Fundamentally, this idea isn't half bad. It's too easy, especially for patience-deprived surfers like me, to click an offsite link and forget one's position in the previous site. Sure, that's what the Back button and History are for, but those tools can get hairy -- particularly when surfing in a tabbed browser. I can see some good in a Web site that remembers what I did last.
But the pop-up implementation? Horrid. Maybe -- and that's a big maybe -- it's appropriate for critical, transaction-based applications, where it's vital that you leave your browser open to a particular site before you complete, e.g., a multi-page purchase. But do we really want this for news? With few exceptions, it essentially would mean that clicking any external link (your bookmarks, your e-mail client, in-page external links) would result in a rather intrusive popped-up message:
"Hey! You're leaving our site! But we'll stick around in this pop-up window just in case you ever decide to come back. You know. Just in case you forget our URL."
If news sites are going to start keeping track of the last article I read, they'd best do it on their servers. Not on my precious desktop space. Set a cookie, and use it to display relevant session-based data directly in the page layout -- as Amazon.com does.

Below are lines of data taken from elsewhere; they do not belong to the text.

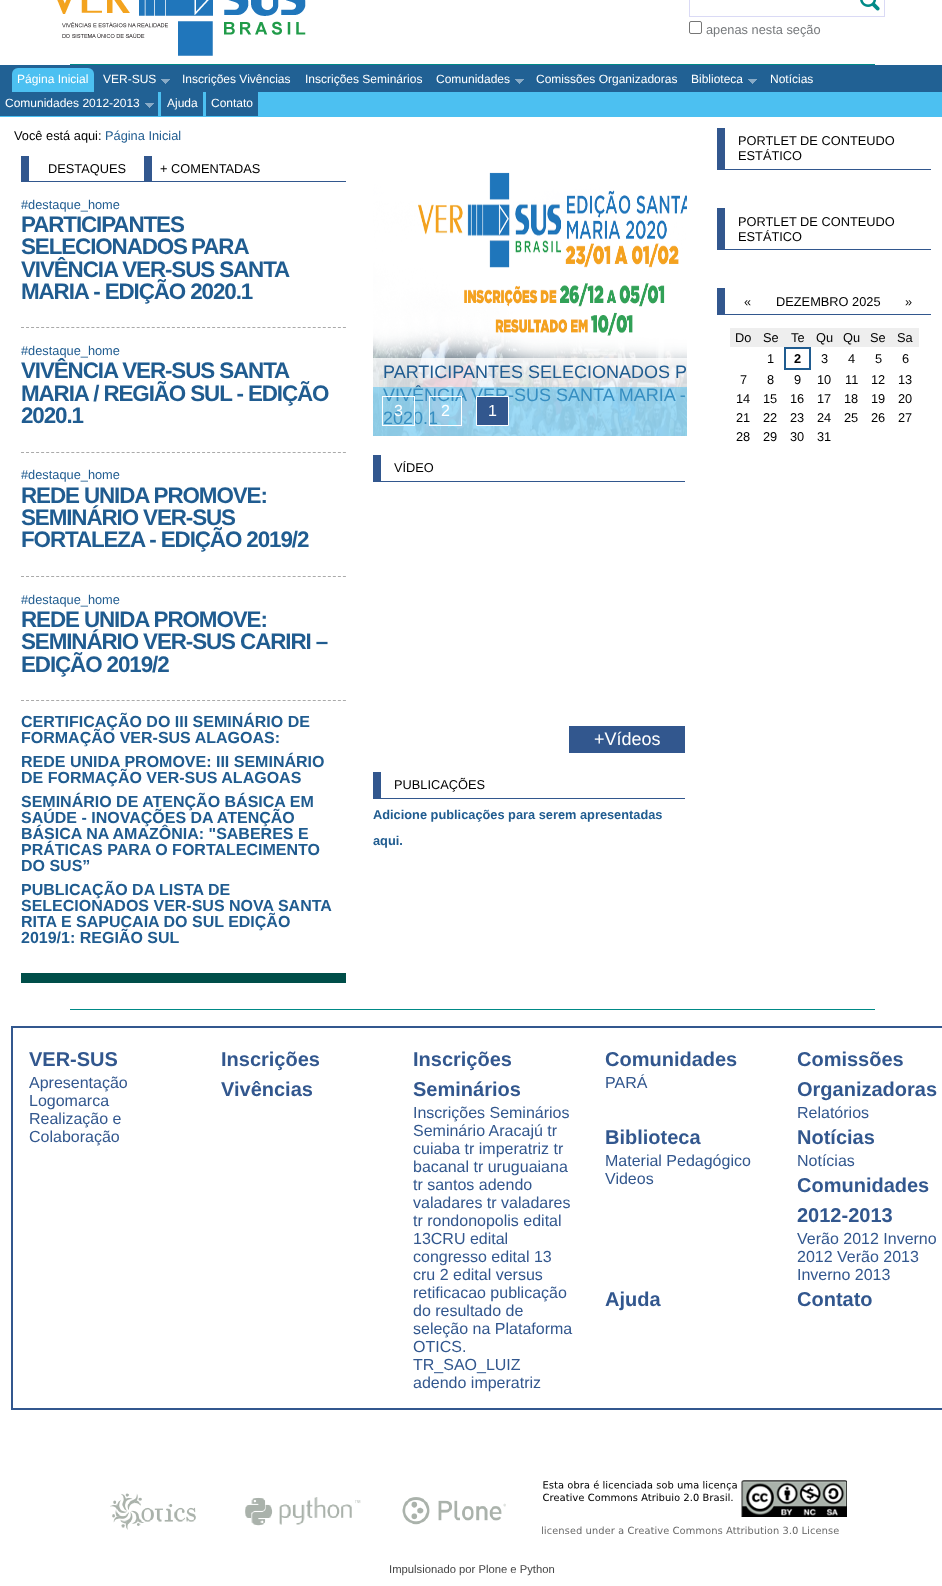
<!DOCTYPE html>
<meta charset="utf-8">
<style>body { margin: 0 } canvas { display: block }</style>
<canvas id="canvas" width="942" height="1586"></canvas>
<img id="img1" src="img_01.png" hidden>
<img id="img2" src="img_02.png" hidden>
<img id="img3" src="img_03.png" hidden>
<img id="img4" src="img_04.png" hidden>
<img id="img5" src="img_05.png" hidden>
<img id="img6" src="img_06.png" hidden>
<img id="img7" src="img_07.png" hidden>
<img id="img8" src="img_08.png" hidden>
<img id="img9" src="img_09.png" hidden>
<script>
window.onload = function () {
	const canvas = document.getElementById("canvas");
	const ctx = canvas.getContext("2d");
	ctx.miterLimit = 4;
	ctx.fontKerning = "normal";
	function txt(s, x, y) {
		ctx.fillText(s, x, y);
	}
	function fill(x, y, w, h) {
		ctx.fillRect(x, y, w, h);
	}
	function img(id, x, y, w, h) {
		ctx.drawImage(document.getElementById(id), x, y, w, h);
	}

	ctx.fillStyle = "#FFFFFF";
	fill(0, 0, 942, 1586);
	img("img1", 57, 0, 249, 56);
	img("img2", 860, 0, 20, 11);
	ctx.strokeStyle = "#DADAF5";
	ctx.strokeRect(689.5, -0.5, 195, 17);
	ctx.beginPath();
	ctx.roundRect(689.5, 21.5, 12, 12, 1.5);
	ctx.strokeStyle = "#767676";
	ctx.stroke();
	ctx.fillStyle = "#008A87";
	fill(70, 64, 805, 1);
	img("img3", 0, 65, 942, 52);
	ctx.fillStyle = "#4CC0F1";
	ctx.beginPath();
	ctx.roundRect(12, 68, 82, 24, [6, 6, 0, 0]);
	ctx.fill();
	img("img4", 161, 79, 9, 5);
	img("img4", 515, 79, 9, 5);
	img("img4", 748, 79, 9, 5);
	ctx.fillStyle = "#216194";
	fill(0, 92, 158, 24);
	img("img4", 145, 103, 9, 5);
	fill(161, 92, 42, 24);
	fill(206, 92, 52, 24);
	ctx.fillStyle = "#32578E";
	fill(21, 181, 325, 1);
	fill(21, 156, 8, 25);
	fill(144, 156, 8, 25);
	ctx.fillStyle = "#004E49";
	fill(21, 973, 325, 10);
	ctx.beginPath();
	ctx.moveTo(21, 327.5);
	ctx.lineTo(346, 327.5);
	ctx.strokeStyle = "#AAAAAA";
	ctx.setLineDash([3, 2.03]);
	ctx.stroke();
	ctx.beginPath();
	ctx.moveTo(21, 452.5);
	ctx.lineTo(346, 452.5);
	ctx.stroke();
	ctx.beginPath();
	ctx.moveTo(21, 576.5);
	ctx.lineTo(346, 576.5);
	ctx.stroke();
	ctx.beginPath();
	ctx.moveTo(21, 700.5);
	ctx.lineTo(346, 700.5);
	ctx.stroke();
	img("img5", 373, 172, 314, 264);
	ctx.fillStyle = "rgba(255, 255, 255, 0.78)";
	fill(373, 358, 314, 78);
	ctx.fillStyle = "#32578E";
	fill(373, 481, 312, 1);
	fill(373, 455, 8, 27);
	fill(569, 726, 116, 27);
	fill(373, 798, 312, 1);
	fill(373, 772, 8, 27);
	fill(717, 169, 214, 1);
	fill(717, 128, 8, 42);
	fill(717, 249, 214, 1);
	fill(717, 208, 8, 42);
	fill(717, 314, 214, 1);
	fill(717, 288, 8, 27);
	ctx.fillStyle = "#EEEEEE";
	fill(730, 328, 189, 19);
	ctx.strokeStyle = "#205C90";
	ctx.lineWidth = 2;
	ctx.setLineDash([]);
	ctx.strokeRect(785, 348, 25, 21);
	ctx.fillStyle = "#008A87";
	fill(70, 1009, 805, 1);
	ctx.strokeStyle = "#32578E";
	ctx.strokeRect(12, 1027, 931, 382);
	img("img6", 110, 1493, 86, 37);
	img("img7", 245, 1497, 116, 29);
	img("img8", 402, 1497, 104, 28);
	img("img9", 542, 1480, 305, 54);
	ctx.font = "12.8px Liberation Sans";
	ctx.fillStyle = "#76797C";
	txt("apenas nesta seção", 706, 34);
	ctx.font = "12px Liberation Sans";
	ctx.fillStyle = "#FFFFFF";
	txt("Página Inicial", 17, 83);
	txt("VER-SUS", 103, 83);
	txt("Inscrições Vivências", 182, 83);
	txt("Inscrições Seminários", 305, 83);
	txt("Comunidades", 436, 83);
	txt("Comissões Organizadoras", 536, 83);
	txt("Biblioteca", 691, 83);
	txt("Notícias", 770, 83);
	txt("Comunidades 2012-2013", 5, 107);
	txt("Ajuda", 167, 107);
	txt("Contato", 211, 107);
	ctx.font = "12.8px Liberation Sans";
	ctx.fillStyle = "#000000";
	txt("Você está aqui:", 14, 140);
	ctx.fillStyle = "#205C90";
	txt("Página Inicial", 105, 140);
	ctx.fillStyle = "#000000";
	txt("DESTAQUES", 48, 173);
	txt("+ COMENTADAS", 160, 173);
	ctx.fillStyle = "#205C90";
	txt("#destaque_home", 21, 209);
	ctx.letterSpacing = "-1.1px";
	ctx.font = "bold 22.4px Liberation Sans";
	txt("PARTICIPANTES", 21, 232);
	ctx.wordSpacing = "-1px";
	txt("SELECIONADOS PARA", 21, 254);
	ctx.wordSpacing = "0px";
	txt("VIVÊNCIA VER-SUS SANTA", 21, 277);
	txt("MARIA - EDIÇÃO 2020.1", 21, 299);
	ctx.letterSpacing = "0px";
	ctx.font = "12.8px Liberation Sans";
	txt("#destaque_home", 21, 355);
	ctx.letterSpacing = "-1.1px";
	ctx.font = "bold 22.4px Liberation Sans";
	txt("VIVÊNCIA VER-SUS SANTA", 21, 378);
	txt("MARIA / REGIÃO SUL - EDIÇÃO", 21, 401);
	txt("2020.1", 21, 423);
	ctx.letterSpacing = "0px";
	ctx.font = "12.8px Liberation Sans";
	txt("#destaque_home", 21, 479);
	ctx.letterSpacing = "-1.1px";
	ctx.font = "bold 22.4px Liberation Sans";
	txt("REDE UNIDA PROMOVE:", 21, 503);
	txt("SEMINÁRIO VER-SUS", 21, 525);
	txt("FORTALEZA - EDIÇÃO 2019/2", 21, 547);
	ctx.letterSpacing = "0px";
	ctx.font = "12.8px Liberation Sans";
	txt("#destaque_home", 21, 604);
	ctx.letterSpacing = "-1.1px";
	ctx.font = "bold 22.4px Liberation Sans";
	txt("REDE UNIDA PROMOVE:", 21, 627);
	txt("SEMINÁRIO VER-SUS CARIRI –", 21, 649);
	txt("EDIÇÃO 2019/2", 21, 672);
	ctx.letterSpacing = "0px";
	ctx.font = "bold 16px Liberation Sans";
	txt("CERTIFICAÇÃO DO III SEMINÁRIO DE", 21, 727);
	txt("FORMAÇÃO VER-SUS ALAGOAS:", 21, 743);
	txt("REDE UNIDA PROMOVE: III SEMINÁRIO", 21, 767);
	txt("DE FORMAÇÃO VER-SUS ALAGOAS", 21, 783);
	txt("SEMINÁRIO DE ATENÇÃO BÁSICA EM", 21, 807);
	txt("SAÚDE - INOVAÇÕES DA ATENÇÃO", 21, 823);
	txt("BÁSICA NA AMAZÔNIA: \"SABERES E", 21, 839);
	txt("PRÁTICAS PARA O FORTALECIMENTO", 21, 855);
	txt("DO SUS”", 21, 871);
	txt("PUBLICAÇÃO DA LISTA DE", 21, 895);
	txt("SELECIONADOS VER-SUS NOVA SANTA", 21, 911);
	txt("RITA E SAPUCAIA DO SUL EDIÇÃO", 21, 927);
	txt("2019/1: REGIÃO SUL", 21, 943);
	ctx.font = "18px Liberation Sans";
	txt("PARTICIPANTES SELECIONADOS P", 383, 378);
	txt("VIVÊNCIA VER-SUS SANTA MARIA -", 383, 401);
	txt("2020.1", 383, 424);
	ctx.fillStyle = "rgba(76, 192, 241, 0.5)";
	fill(373, 387, 314, 49);
	ctx.strokeStyle = "#FFFFFF";
	ctx.lineWidth = 1;
	ctx.strokeRect(382.5, 396.5, 32, 29);
	ctx.font = "16px Liberation Sans";
	ctx.fillStyle = "#FFFFFF";
	txt("3", 394, 416);
	ctx.strokeRect(429.5, 396.5, 32, 29);
	txt("2", 441, 416);
	ctx.fillStyle = "#32578E";
	ctx.beginPath();
	ctx.rect(476.5, 396.5, 32, 29);
	ctx.fill();
	ctx.stroke();
	ctx.fillStyle = "#FFFFFF";
	txt("1", 488, 416);
	ctx.font = "12.8px Liberation Sans";
	ctx.fillStyle = "#000000";
	txt("VÍDEO", 394, 472);
	ctx.font = "18px Liberation Sans";
	ctx.fillStyle = "#FFFFFF";
	txt("+Vídeos", 594, 745);
	ctx.font = "12.8px Liberation Sans";
	ctx.fillStyle = "#000000";
	txt("PUBLICAÇÕES", 394, 789);
	ctx.font = "bold 12.8px Liberation Sans";
	ctx.fillStyle = "#205C90";
	txt("Adicione publicações para serem apresentadas", 373, 819);
	txt("aqui.", 373, 845);
	ctx.font = "12.8px Liberation Sans";
	ctx.fillStyle = "#000000";
	txt("PORTLET DE CONTEUDO", 738, 145);
	txt("ESTÁTICO", 738, 160);
	txt("PORTLET DE CONTEUDO", 738, 226);
	txt("ESTÁTICO", 738, 241);
	txt("«", 744, 306);
	txt("DEZEMBRO 2025", 776, 306);
	txt("»", 905, 306);
	txt("Do", 735, 342);
	txt("Se", 763, 342);
	txt("Te", 791, 342);
	txt("Qu", 816, 342);
	txt("Qu", 843, 342);
	txt("Se", 870, 342);
	txt("Sa", 897, 342);
	txt("1", 767, 363);
	ctx.font = "bold 12.8px Liberation Sans";
	txt("2", 794, 363);
	ctx.font = "12.8px Liberation Sans";
	txt("3", 821, 363);
	txt("4", 848, 363);
	txt("5", 875, 363);
	txt("6", 902, 363);
	txt("7", 740, 384);
	txt("8", 767, 384);
	txt("9", 794, 384);
	txt("10", 817, 384);
	txt("11", 845, 384);
	txt("12", 871, 384);
	txt("13", 898, 384);
	txt("14", 736, 403);
	txt("15", 763, 403);
	txt("16", 790, 403);
	txt("17", 817, 403);
	txt("18", 844, 403);
	txt("19", 871, 403);
	txt("20", 898, 403);
	txt("21", 736, 422);
	txt("22", 763, 422);
	txt("23", 790, 422);
	txt("24", 817, 422);
	txt("25", 844, 422);
	txt("26", 871, 422);
	txt("27", 898, 422);
	txt("28", 736, 441);
	txt("29", 763, 441);
	txt("30", 790, 441);
	txt("31", 817, 441);
	ctx.font = "bold 20px Liberation Sans";
	ctx.fillStyle = "#32578E";
	txt("VER-SUS", 29, 1066);
	ctx.font = "16px Liberation Sans";
	txt("Apresentação", 29, 1088);
	txt("Logomarca", 29, 1106);
	txt("Realização e", 29, 1124);
	txt("Colaboração", 29, 1142);
	ctx.font = "bold 20px Liberation Sans";
	txt("Inscrições", 221, 1066);
	txt("Vivências", 221, 1096);
	txt("Inscrições", 413, 1066);
	txt("Seminários", 413, 1096);
	ctx.font = "16px Liberation Sans";
	txt("Inscrições Seminários", 413, 1118);
	txt("Seminário Aracajú tr", 413, 1136);
	txt("cuiaba tr imperatriz tr", 413, 1154);
	txt("bacanal tr uruguaiana", 413, 1172);
	txt("tr santos adendo", 413, 1190);
	txt("valadares tr valadares", 413, 1208);
	txt("tr rondonopolis edital", 413, 1226);
	txt("13CRU edital", 413, 1244);
	txt("congresso edital 13", 413, 1262);
	txt("cru 2 edital versus", 413, 1280);
	txt("retificacao publicação", 413, 1298);
	txt("do resultado de", 413, 1316);
	txt("seleção na Plataforma", 413, 1334);
	txt("OTICS.", 413, 1352);
	txt("TR_SAO_LUIZ", 413, 1370);
	txt("adendo imperatriz", 413, 1388);
	ctx.font = "bold 20px Liberation Sans";
	txt("Comunidades", 605, 1066);
	ctx.font = "16px Liberation Sans";
	txt("PARÁ", 605, 1088);
	ctx.font = "bold 20px Liberation Sans";
	txt("Comissões", 797, 1066);
	txt("Organizadoras", 797, 1096);
	ctx.font = "16px Liberation Sans";
	txt("Relatórios", 797, 1118);
	ctx.font = "bold 20px Liberation Sans";
	txt("Biblioteca", 605, 1144);
	ctx.font = "16px Liberation Sans";
	txt("Material Pedagógico", 605, 1166);
	txt("Videos", 605, 1184);
	ctx.font = "bold 20px Liberation Sans";
	txt("Notícias", 797, 1144);
	ctx.font = "16px Liberation Sans";
	txt("Notícias", 797, 1166);
	ctx.font = "bold 20px Liberation Sans";
	txt("Comunidades", 797, 1192);
	txt("2012-2013", 797, 1222);
	ctx.font = "16px Liberation Sans";
	txt("Verão 2012 Inverno", 797, 1244);
	txt("2012 Verão 2013", 797, 1262);
	txt("Inverno 2013", 797, 1280);
	ctx.font = "bold 20px Liberation Sans";
	txt("Ajuda", 605, 1306);
	txt("Contato", 797, 1306);
	ctx.font = "11.25px Liberation Sans";
	ctx.fillStyle = "#444444";
	txt("Impulsionado por Plone e Python", 389, 1573);
};
</script>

Don't pop up.
Comments
Posted by kpaul on January 15, 2004, at 5:21 a.m.:
I use history a lot (both in real life and in my browser ;)
I had to adjust a little when tabs appeared, but I still hold down the back button to get the history list every now and then.
Yeah, pop-ups are bad, but I still have to preach against their use at work.
Instead of pop-ups and bigger banners, news orgs need to make their sites smarter - personalization, personalization, personalization...
That, and start investing in online again.
I read a thread tonight on webmasterworld by someone who said he knew more than a few people who were making five figures on their own per month (a lot to do with adsense - newspapers need to take a long, hard look at Google and how they do things - they're both information companies, no?)
Anyway, a lot of savvy independents are out there investing this new cash flow (adwords, adsense, contextual, etc.) in writers and artists and programmers. Newspapers (and even radio and television stations) laugh these sites off, but keep your eye on them. Remember the effects the printing press and desktop publishing had on the world. The Internet is still new ... newspapers have a long way to go to maintain their dominance in the online realm.